■ Brief: From the entries below, count the lines with "points". Write only the count.

Stored data:
_ _ _

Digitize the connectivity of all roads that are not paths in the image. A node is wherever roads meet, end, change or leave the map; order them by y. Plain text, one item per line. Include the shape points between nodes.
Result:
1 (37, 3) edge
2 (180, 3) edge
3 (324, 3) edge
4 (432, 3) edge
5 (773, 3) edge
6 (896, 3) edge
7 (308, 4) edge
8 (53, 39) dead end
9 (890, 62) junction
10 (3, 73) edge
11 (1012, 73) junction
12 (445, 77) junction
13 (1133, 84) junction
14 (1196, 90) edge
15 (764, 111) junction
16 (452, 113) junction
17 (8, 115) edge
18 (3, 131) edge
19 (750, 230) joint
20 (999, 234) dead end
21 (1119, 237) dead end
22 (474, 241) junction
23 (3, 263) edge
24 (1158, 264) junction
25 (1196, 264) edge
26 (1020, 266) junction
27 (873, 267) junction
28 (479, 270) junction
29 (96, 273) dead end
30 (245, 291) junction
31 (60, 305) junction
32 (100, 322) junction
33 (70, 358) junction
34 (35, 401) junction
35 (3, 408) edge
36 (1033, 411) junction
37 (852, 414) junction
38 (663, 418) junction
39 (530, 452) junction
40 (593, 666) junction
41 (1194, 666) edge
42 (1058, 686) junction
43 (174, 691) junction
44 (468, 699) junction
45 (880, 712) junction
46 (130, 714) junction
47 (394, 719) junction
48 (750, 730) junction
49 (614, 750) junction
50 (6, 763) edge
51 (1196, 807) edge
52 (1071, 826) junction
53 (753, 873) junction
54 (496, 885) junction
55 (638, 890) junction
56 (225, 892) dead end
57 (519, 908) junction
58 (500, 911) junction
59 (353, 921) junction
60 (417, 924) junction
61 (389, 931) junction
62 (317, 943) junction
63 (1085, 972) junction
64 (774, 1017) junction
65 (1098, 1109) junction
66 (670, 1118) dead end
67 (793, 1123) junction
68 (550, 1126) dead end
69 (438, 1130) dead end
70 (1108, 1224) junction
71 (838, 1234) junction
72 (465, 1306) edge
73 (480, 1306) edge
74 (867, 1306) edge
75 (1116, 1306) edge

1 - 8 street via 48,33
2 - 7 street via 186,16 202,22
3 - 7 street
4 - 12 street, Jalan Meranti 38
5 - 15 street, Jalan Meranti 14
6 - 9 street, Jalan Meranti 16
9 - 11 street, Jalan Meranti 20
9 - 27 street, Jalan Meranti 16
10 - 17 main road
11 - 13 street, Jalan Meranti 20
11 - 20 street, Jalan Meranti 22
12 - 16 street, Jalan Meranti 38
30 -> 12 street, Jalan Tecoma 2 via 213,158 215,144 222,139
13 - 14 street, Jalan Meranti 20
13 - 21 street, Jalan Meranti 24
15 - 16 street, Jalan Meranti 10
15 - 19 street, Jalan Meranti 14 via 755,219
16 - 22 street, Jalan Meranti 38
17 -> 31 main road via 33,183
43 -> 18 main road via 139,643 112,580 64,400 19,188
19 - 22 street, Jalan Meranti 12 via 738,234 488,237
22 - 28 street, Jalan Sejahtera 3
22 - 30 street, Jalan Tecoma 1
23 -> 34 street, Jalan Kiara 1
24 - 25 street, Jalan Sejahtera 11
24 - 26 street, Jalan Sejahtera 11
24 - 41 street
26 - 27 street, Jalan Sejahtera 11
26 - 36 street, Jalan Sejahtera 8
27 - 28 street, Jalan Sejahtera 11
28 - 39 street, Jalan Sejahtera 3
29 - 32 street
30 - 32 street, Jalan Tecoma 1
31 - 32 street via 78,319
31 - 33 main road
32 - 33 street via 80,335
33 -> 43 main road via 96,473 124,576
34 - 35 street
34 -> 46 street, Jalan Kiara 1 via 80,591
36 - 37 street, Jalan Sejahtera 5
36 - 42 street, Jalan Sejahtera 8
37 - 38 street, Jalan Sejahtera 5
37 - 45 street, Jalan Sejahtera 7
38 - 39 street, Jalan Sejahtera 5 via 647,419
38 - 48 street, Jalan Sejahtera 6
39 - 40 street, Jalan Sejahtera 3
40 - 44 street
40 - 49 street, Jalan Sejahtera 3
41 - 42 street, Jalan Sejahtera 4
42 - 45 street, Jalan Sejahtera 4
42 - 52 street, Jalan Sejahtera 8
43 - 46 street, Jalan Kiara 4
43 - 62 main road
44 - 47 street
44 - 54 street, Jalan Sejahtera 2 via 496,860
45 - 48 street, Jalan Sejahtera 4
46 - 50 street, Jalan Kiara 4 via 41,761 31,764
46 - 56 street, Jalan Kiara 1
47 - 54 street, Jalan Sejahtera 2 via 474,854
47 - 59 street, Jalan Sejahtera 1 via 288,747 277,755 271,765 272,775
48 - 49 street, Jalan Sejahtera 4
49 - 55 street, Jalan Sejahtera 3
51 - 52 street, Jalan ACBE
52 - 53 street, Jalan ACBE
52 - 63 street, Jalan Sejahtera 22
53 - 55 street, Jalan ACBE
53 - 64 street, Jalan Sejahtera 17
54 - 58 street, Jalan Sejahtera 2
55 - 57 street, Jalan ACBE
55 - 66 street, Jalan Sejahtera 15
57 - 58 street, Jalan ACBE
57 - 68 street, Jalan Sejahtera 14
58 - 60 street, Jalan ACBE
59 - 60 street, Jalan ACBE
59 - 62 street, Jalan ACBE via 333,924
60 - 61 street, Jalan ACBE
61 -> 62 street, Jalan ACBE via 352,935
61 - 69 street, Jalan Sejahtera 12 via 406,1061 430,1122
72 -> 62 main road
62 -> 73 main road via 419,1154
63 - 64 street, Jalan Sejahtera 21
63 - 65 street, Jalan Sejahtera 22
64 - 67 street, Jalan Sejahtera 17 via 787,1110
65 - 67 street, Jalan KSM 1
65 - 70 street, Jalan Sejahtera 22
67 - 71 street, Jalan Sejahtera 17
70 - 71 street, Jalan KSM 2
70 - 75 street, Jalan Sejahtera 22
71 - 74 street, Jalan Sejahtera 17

_ _ _

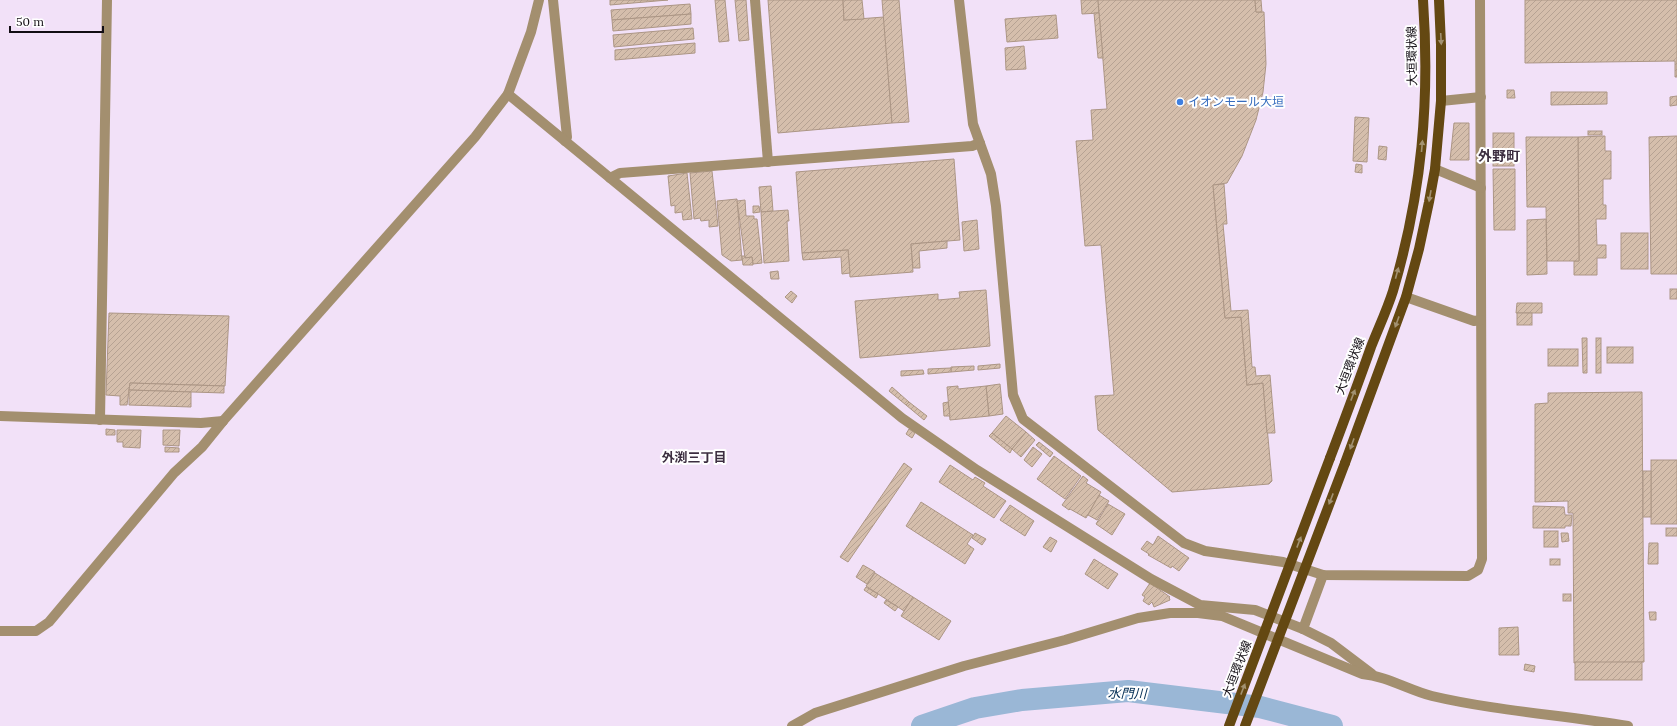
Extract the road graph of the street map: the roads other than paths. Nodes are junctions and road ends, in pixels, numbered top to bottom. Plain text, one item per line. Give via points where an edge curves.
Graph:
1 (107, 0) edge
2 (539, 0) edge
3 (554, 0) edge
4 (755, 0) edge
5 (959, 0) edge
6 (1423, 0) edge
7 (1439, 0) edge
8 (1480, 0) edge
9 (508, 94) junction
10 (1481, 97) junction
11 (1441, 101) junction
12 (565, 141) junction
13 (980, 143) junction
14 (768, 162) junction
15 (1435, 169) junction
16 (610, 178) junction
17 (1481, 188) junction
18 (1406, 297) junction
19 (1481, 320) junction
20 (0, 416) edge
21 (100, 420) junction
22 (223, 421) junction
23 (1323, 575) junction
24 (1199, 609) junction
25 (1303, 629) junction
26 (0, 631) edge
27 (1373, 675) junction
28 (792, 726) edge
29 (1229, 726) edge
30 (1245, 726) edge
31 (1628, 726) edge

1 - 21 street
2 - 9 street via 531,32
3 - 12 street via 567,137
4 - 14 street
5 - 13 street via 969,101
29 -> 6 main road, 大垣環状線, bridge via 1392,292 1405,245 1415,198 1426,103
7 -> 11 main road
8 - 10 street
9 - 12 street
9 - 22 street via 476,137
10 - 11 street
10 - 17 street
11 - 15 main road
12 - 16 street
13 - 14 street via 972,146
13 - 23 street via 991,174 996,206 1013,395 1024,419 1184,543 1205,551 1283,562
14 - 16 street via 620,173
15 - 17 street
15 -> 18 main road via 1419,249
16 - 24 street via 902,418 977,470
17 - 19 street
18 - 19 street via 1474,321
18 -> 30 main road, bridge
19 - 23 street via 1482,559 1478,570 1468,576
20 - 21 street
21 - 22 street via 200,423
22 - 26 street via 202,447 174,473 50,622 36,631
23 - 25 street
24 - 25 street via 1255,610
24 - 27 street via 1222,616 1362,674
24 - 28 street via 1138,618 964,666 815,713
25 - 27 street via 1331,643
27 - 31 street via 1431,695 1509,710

_ _ _

■ Exercise output: 2